Fig. 63. — Heartsease or Smartweed (Polygonum Persicaria.)

Fig. 63. — Heartsease or Smartweed (Polygonum Persicaria.)

The extracted honey has a good flavor and varies in color from a light to a dark amber. Heartsease comb honey, in point of color, is almost as white as that of clover. The extracted granulates in very fine crystals, and looks very much like the candied product of any white honey. Care should be taken in liquefying, as heartsease honey is injured more easily, and to a greater extent, by overheating than any other honey.

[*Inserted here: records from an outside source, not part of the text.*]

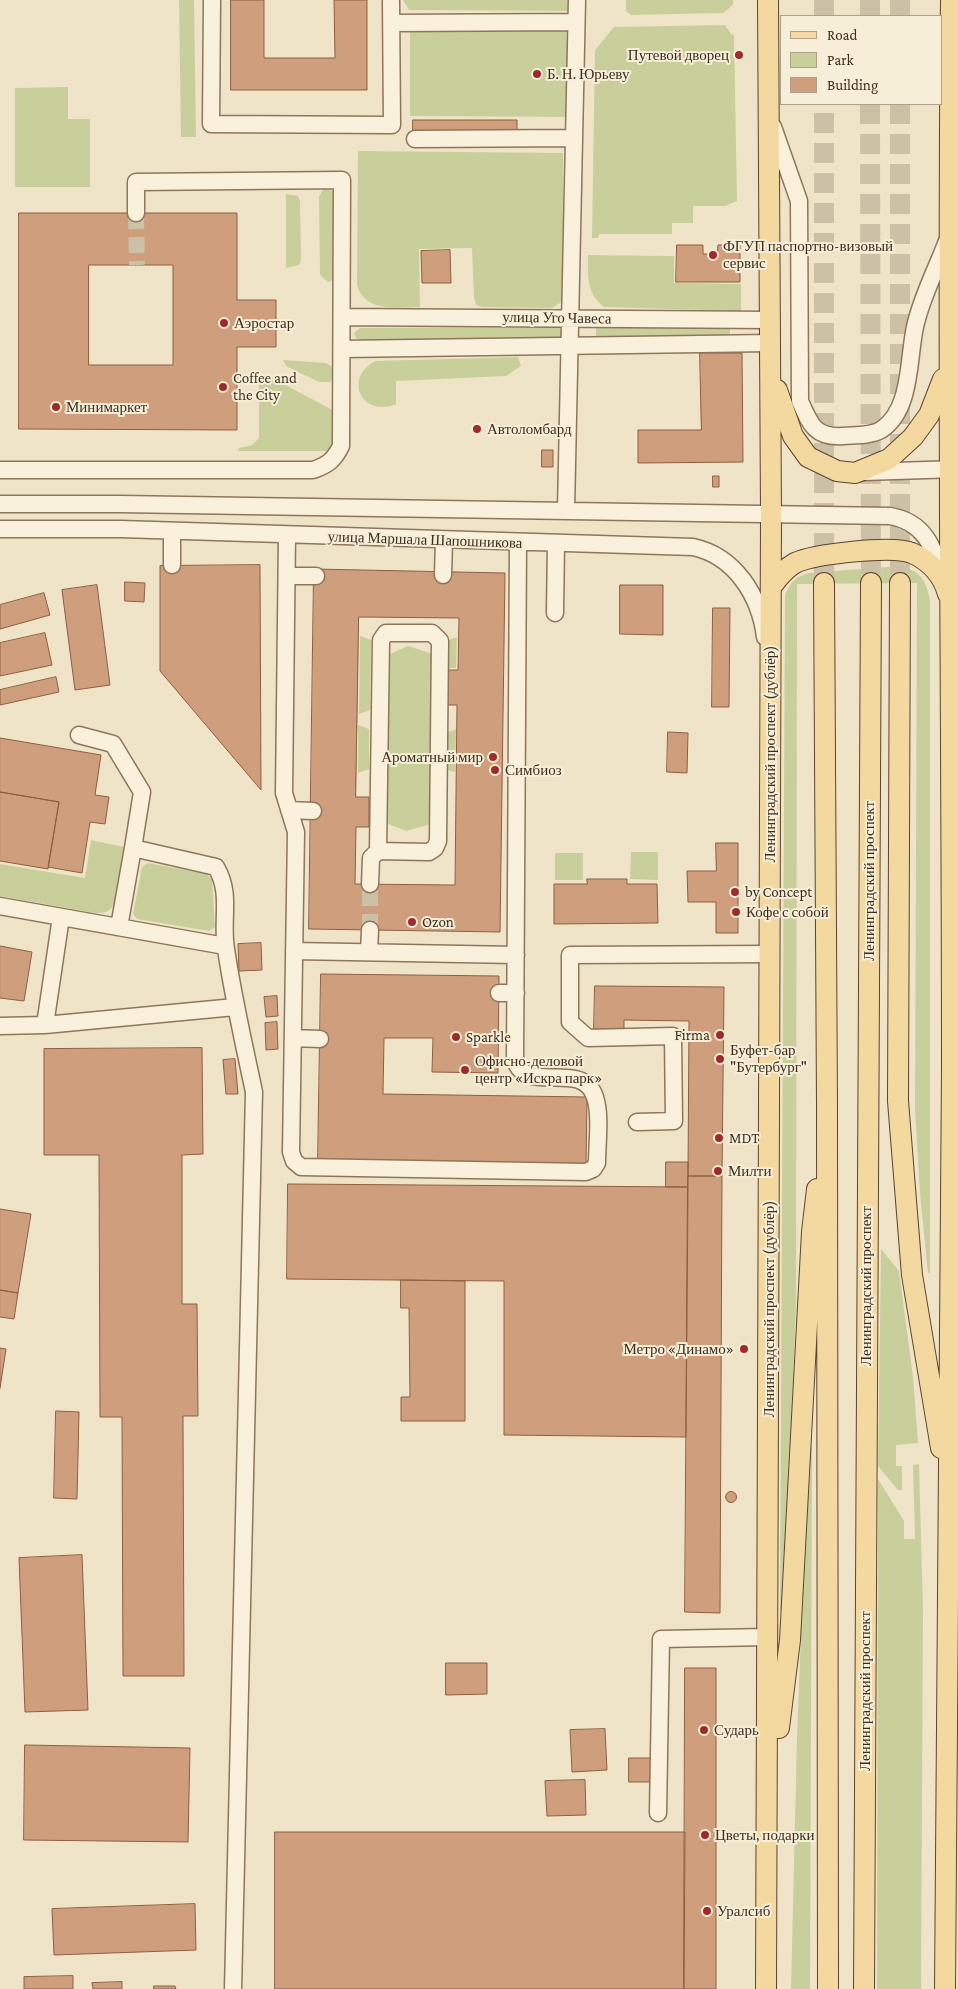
<!DOCTYPE html>
<meta charset="utf-8">
<style>
body{margin:0}
#map{position:relative;width:958px;height:1989px;overflow:hidden;background:#f0e4c8;font-family:"Crimson Pro",serif}
canvas{display:block}
.legend{position:absolute;left:780px;top:15px;width:162px;height:90px;box-sizing:border-box;background:#f7eed8;border:1px solid #ada18e;margin:0;padding:6px 9px;list-style:none;font-size:15px;color:#3d2e20}
.legend li{display:flex;align-items:center;gap:10px;height:25px}
.legend b{width:25px;border:1px solid #ada18e}
</style>
<div id="map">
<canvas width="958" height="1989"></canvas>
<ul class="legend">
<li><b style="height:6px;background:#f3d9a0"></b>Road</li>
<li><b style="height:14px;background:#c9cf9b"></b>Park</li>
<li><b style="height:14px;background:#cf9f7d"></b>Building</li>
</ul>
</div>
<script>
const c = document.querySelector('canvas').getContext('2d');
c.lineJoin = 'round';
function paint(path, color) { c.fillStyle = color; c.fill(path, 'evenodd'); }
function stroke(path, color, width, dash) { c.strokeStyle = color; c.lineWidth = width; c.lineCap = dash ? 'butt' : 'round'; c.setLineDash(dash || []); c.stroke(path); }
function drawText(font, color, halo, rows, align = 'center') {
  c.font = font + ' "Crimson Pro",serif'; c.lineWidth = 4; c.setLineDash([]); c.textBaseline = 'middle'; c.strokeStyle = halo; c.fillStyle = color; for (const [text, x, y, turn = 0] of rows) {
    c.save(); c.translate(x, y); c.rotate((+turn || 0) * Math.PI / 180); c.textAlign = isNaN(turn) ? turn : align; if (halo) c.strokeText(text, 0, 0); c.fillText(text, 0, 0); c.restore();
  }
}
paint(new Path2D(`
 M179,0h15l2,137h-15z
 M403,0h165v11l-159,-1z
 M626,0h107v5l-10,8 -92,2 -5,-4z
 M725,25l6,9 3,1 3,166 -12,5h-32v17h-21v11h-73l-1,4h-6l3,-188 19,-23z
 M410,30l159,1v86l-159,-1z
 M68,87v32h22v68h-75v-99z
 M358,151l205,2v142l-3,8 -8,5 -70,-1 -6,-2 -2,-7 -2,-50 -53,1 1,58c-23,0 -55,6 -63,-22z
 M327,189l8,3v87l-7,3 -8,-7 -1,-78 3,-6z
 M286,194l12,2 2,4 1,60 -2,5 -13,3z
 M588,255l86,1v27l67,1v27l-137,-4c-18,-15 -16,-30 -16,-52z
 M566,327v10l-206,3 -4,-2 -2,-5 6,-5z
 M596,327h134v10l-134,1z
 M518,357l3,9 -15,10 -110,5v23c-35,14 -53,-27 -20,-43z
 M283,360l43,3 5,3 4,9 -5,7h-11l-33,-16z
 M263,375h4l69,37 1,29 -8,10h-91l1,-3 13,-3 7,-7v-56z
 M900,566c21,5 27,15 30,36v671h-2l-8,-79 -5,-85 2,-526 -120,1 -1,721 -12,305h-4l5,-1014c5,-14 10,-19 24,-23z
 M360,636l11,4 -1,70 -11,4z
 M457,637l-1,31h-10v-27z
 M408,646l25,8 -2,170 -25,7 -20,-8 2,-168z
 M358,725l11,4v40l-11,4z
 M456,729l-1,43 -11,-3 1,-36z
 M91,840l33,7 -10,58c-5,7 -9,8 -18,8l-96,-17v-32l85,14z
 M631,852h27v28l-28,-1z
 M555,853h28v27h-28z
 M148,863l58,11 6,5 3,48 -6,4 -72,-12 -4,-5 9,-47z
 M881,1249l18,22 14,106 5,66 -22,2v21h6v24h-4l-20,-24z
 M808,1446l4,1 -2,542h-19l6,-251z
 M919,1464l4,145 -2,380h-44l1,-510 26,42v18h11l-2,-74z`), '#c9cf9b');
const building = new Path2D(`
 M231,0h33v58h71l-1,-58h33v90h-136z
 M413,120h104v13h-104z
 M19,213h218v87h39v47h-39v83l-218,-1zM89,265h84v100h-84z
 M677,245h26v9h14l1,-9h22v37h-64z
 M450,250l1,33h-29l-1,-32z
 M700,353h42l1,109 -105,1v-33h63z
 M542,450h11v17h-11z
 M713,476h6v11h-6z
 M260,565l1,225 -101,-119v-105z
 M314,569l191,4 -5,359 -191,-3zM359,617l100,1 -1,52h-13l-1,35h13l-2,180 -100,-1 1,-57h13v-30h-13z
 M125,582l20,1 -1,19 -19,-1z
 M97,585l13,100 -35,5 -13,-100z
 M620,585h43v50l-43,-1z
 M44,593l6,22 -50,14v-24z
 M713,608h17l-1,99h-17z
 M45,633l7,32 -52,11v-33z
 M56,677l3,15 -59,13v-15z
 M668,732l20,1 -1,40 -20,-1z
 M0,738l101,17 -6,40 14,2 -4,27 -15,-2 -8,51 -34,-6 11,-65 -59,-10z
 M0,792l59,10 -11,67 -48,-8z
 M716,843h22v90h-22v-31h-28l-1,-31h29z
 M587,879h40v5h30l1,39 -104,1v-40h33z
 M261,943l1,27 -23,1 -1,-27z
 M0,946l32,6 -8,49 -24,-3z
 M321,974l178,2 -1,97 -66,-1 1,-34h-49l-1,56 204,3 -1,68 -268,-4z
 M595,986l129,1 -2,189h-34l1,-155 -65,-1v9h-30z
 M277,996l1,20 -12,1 -2,-20z
 M277,1022l1,27 -12,1 -1,-27z
 M202,1048l1,106 -21,1v149h15l1,112h-15l1,260h-61l-1,-259h-22l-1,-262h-55v-106z
 M235,1059l3,35h-12l-3,-34z
 M666,1162h22v25h-22z
 M688,1176h34l-2,437 -35,-1z
 M288,1184l400,3 -2,250 -182,-2v-154l-217,-2z
 M0,1209l31,5 -13,79 -18,-3z
 M401,1280l64,1v140h-64v-24h9l-1,-89h-8z
 M0,1290l18,3 -4,26 -14,-2z
 M0,1348l6,1 -6,39z
 M56,1411l23,1 -2,87 -23,-1z
 M725.5 1497a5.5 5.5 0 1 1 11 0a5.5 5.5 0 1 1-11 0Z
 M82,1555l6,155 -63,2 -6,-154z
 M446,1663h41v31l-41,1z
 M685,1668h31v321h-32z
 M605,1729l2,41 -35,2 -2,-42z
 M25,1745l165,3 -2,94 -164,-2z
 M629,1758h24v24h-24z
 M585,1780l1,35 -39,1 -2,-35z
 M275,1832h410l-1,157h-409z
 M195,1904l1,46 -142,5 -2,-46z
 M73,1976v13h-49v-12z
 M122,1982v7h-29l-1,-6z
 M154,1986h21l1,3h-22z`);
paint(building, '#cf9f7d');
stroke(building, '#8d5f41', 1);
stroke(new Path2D(`
 M136,213l1,52
 M370,930v-46`), '#ccc0a6', 16, [16, 8]);
stroke(new Path2D(`
 M870,0v16
 M900,0v16
 M824,16v-16
 M870,104l1,479
 M900,104v479
 M824,583v-479`), '#ccc0a6', 20, [20, 10]);
const minor = new Path2D(`
 M212,0l-1,124 181,1 -1,-123
 M392,23l184,-1
 M773,127l26,74 1,200c10,23 15,37 43,35 12,-1 27,0 38,-6 31,-20 27,-72 34,-103 6,-29 22,-59 32,-86
 M415,139l159,-1
 M342,317l429,3
 M342,349l429,-6
 M0,470h313c15,-5 21,-10 28,-24l1,-266 -206,2v31
 M863,472l95,-3
 M0,504h120l770,12c35,6 43,31 53,61
 M566,510l11,-510
 M0,529h121l572,18c42,9 67,49 72,90
 M172,531v34
 M287,535l-3,258 12,39 -5,320 3,9 7,6 285,5 7,-3 4,-6c0,-20 4,-47 -2,-66 -13,-39 -69,-1 -80,-37l3,-518
 M443,575l1,-35
 M287,576h29
 M555,613l1,-70
 M386,633h46l8,8 -2,200 -3,7 -6,4 -51,-1 3,-211z
 M79,735l34,9 29,48 -9,56
 M289,810l24,1
 M370,884l1,-26 7,-7
 M0,906l225,40
 M119,927l14,-79 83,19c16,27 5,52 10,82 7,48 18,95 28,143l-21,897
 M294,951l222,4
 M369,952l1,-22
 M499,993h17
 M45,1025l190,-18
 M0,1026l45,-1 16,-108
 M293,1038l27,1
 M637,1122l37,-1 -1,-85 -85,2 -18,-16v-67l200,-1
 M658,1813l3,-174 107,-2`);
const major = new Path2D(`
 M777,390l16,46 15,21 29,14 18,2 34,-14 24,-22 16,-22 14,-36
 M824,583l3,522 1,884
 M900,583l-2,518 14,174 29,173
 M771,587c7,-9 13,-18 24,-24 19,-9 97,-18 117,-10 18,8 31,23 36,41
 M779,1728l11,-88 22,-408 5,-43
 M766,1989l5,-1475 -3,-514
 M864,1989l7,-1406
 M945,1989c4,-306 7,-613 7,-920 0,-356 -5,-712 -1,-1069`);
stroke(minor, '#8d765c', 19);
stroke(major, '#5b4430', 22);
stroke(minor, '#faf1dc', 16);
stroke(major, '#f3d9a0', 20);
for (const [x, y, r, color] of [
 [739,55,5,"#9e2a2b"],
 [537,74,5,"#9e2a2b"],
 [713,255,5,"#9e2a2b"],
 [224,323,5,"#9e2a2b"],
 [223,387,5,"#9e2a2b"],
 [56,407,5,"#9e2a2b"],
 [477,429,5,"#9e2a2b"],
 [493,757,5,"#9e2a2b"],
 [495,770,5,"#9e2a2b"],
 [735,892,5,"#9e2a2b"],
 [736,912,5,"#9e2a2b"],
 [412,922,5,"#9e2a2b"],
 [720,1035,5,"#9e2a2b"],
 [456,1037,5,"#9e2a2b"],
 [720,1059,5,"#9e2a2b"],
 [465,1070,5,"#9e2a2b"],
 [719,1138,5,"#9e2a2b"],
 [718,1171,5,"#9e2a2b"],
 [744,1349,5,"#9e2a2b"],
 [704,1730,5,"#9e2a2b"],
 [705,1835,5,"#9e2a2b"],
 [707,1911,5,"#9e2a2b"]
]) { const dot = new Path2D(); dot.arc(x, y, r, 0, 2 * Math.PI); c.fillStyle = color; c.fill(dot); stroke(dot, '#f7eed8', 2); }
drawText('15px', '#3d2e20', '#f7eed8', [
 ["Путевой дворец",729,55,"right"],
 ["Б. Н. Юрьеву",547,74],
 ["ФГУП паспортно-визовый",723,246],
 ["сервис",723,263],
 ["Аэростар",234,323],
 ["Coffee and",233,378],
 ["the City",233,395],
 ["Минимаркет",66,407],
 ["Автоломбард",487,429],
 ["Ароматный мир",483,757,"right"],
 ["Симбиоз",505,770],
 ["by Concept",745,892],
 ["Кофе с собой",746,912],
 ["Ozon",422,922],
 ["Firma",710,1035,"right"],
 ["Sparkle",466,1037],
 ["Буфет-бар",730,1050],
 ["\"Бутербург\"",730,1067],
 ["Офисно-деловой",475,1061],
 ["центр «Искра парк»",475,1078],
 ["MDT",729,1138],
 ["Милти",728,1171],
 ["Метро «Динамо»",734,1349,"right"],
 ["Сударь",714,1730],
 ["Цветы, подарки",715,1835],
 ["Уралсиб",717,1911]
], 'left');
drawText('15px', '#3d2e20', '#f7eed8', [
 ["улица Уго Чавеса",557,318,1],
 ["улица Маршала Шапошникова",425,540,2],
 ["Ленинградский проспект (дублёр)",770,754,-90],
 ["Ленинградский проспект",869,881,-90],
 ["Ленинградский проспект",866,1286,-90],
 ["Ленинградский проспект (дублёр)",769,1309,-90],
 ["Ленинградский проспект",865,1691,-90]
]);
</script>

In New England heartsease is of no value as a honey plant, and is apparently of little importance throughout the eastern United States. The genus Polygonum also contains many other species, some of which are known to be of value locally. Water smartweed (P. acre), common in wet places, in Yolo and Colusa counties, along the Sacramento River, California, is reported to yield large quantities of dark honey of a poor quality. Another species (P. Bolanderi), found only on rocky outcroppings in the Napa and Mt. Hood ranges in the same state, is said to yield every year about 20 pounds per colony of an amber-colored honey. It blooms during September and October. The fields also are often white with the flowers of the common knotweed (P. lapathifolium), found throughout temperate North America and also in Europe and Asia.